This exercise asks for every line of the material that contains the word "Miramar".
◇ ◇ ◇
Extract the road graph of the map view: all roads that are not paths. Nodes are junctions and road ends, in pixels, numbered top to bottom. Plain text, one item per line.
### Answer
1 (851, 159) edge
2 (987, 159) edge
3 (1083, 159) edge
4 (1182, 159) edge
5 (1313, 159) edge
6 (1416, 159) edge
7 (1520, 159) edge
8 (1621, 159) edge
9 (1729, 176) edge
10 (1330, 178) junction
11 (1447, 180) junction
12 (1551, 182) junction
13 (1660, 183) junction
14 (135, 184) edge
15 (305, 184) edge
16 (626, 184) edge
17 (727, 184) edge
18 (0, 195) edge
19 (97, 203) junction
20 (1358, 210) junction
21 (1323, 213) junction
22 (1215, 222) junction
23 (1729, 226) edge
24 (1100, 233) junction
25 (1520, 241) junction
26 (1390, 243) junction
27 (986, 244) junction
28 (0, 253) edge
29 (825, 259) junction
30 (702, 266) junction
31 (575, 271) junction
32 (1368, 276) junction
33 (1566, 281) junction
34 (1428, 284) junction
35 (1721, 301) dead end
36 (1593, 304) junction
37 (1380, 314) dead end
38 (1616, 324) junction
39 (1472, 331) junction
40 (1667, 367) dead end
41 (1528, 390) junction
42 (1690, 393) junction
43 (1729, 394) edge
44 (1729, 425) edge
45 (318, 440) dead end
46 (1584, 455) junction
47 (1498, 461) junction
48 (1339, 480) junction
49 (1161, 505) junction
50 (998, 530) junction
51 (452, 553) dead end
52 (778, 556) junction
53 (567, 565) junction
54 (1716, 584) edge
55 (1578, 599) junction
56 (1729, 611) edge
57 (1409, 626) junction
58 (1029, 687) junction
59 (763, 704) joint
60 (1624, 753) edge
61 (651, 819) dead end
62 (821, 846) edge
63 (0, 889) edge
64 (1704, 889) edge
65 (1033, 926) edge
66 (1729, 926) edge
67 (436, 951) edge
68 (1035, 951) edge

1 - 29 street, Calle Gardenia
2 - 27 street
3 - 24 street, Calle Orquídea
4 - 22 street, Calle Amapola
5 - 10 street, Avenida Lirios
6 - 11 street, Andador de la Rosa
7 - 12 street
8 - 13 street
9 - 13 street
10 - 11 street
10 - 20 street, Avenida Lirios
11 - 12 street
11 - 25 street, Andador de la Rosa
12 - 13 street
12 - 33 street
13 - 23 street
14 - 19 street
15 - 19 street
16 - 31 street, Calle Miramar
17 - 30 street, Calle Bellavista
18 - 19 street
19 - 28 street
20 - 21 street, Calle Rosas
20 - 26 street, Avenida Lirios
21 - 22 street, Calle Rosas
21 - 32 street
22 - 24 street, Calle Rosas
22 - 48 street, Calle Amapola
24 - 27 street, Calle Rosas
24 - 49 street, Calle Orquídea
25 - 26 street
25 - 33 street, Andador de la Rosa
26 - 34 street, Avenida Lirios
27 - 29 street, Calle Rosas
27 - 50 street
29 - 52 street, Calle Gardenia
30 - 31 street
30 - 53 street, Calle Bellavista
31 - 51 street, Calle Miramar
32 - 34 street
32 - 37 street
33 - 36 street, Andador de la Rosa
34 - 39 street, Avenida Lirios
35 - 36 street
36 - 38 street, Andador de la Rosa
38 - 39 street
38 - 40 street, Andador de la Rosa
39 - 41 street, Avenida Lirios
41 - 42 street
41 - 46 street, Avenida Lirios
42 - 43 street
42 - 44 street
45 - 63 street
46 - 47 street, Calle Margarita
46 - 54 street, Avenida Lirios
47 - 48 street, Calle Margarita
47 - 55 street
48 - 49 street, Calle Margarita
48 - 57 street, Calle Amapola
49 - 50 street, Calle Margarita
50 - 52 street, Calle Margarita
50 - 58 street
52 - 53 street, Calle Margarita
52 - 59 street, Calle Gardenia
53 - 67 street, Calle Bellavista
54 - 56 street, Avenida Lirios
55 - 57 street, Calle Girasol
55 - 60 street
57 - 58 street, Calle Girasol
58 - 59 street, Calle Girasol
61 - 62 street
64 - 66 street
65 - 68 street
◇ ◇ ◇
TASK SOLUTION
16 - 31 street, Calle Miramar
31 - 51 street, Calle Miramar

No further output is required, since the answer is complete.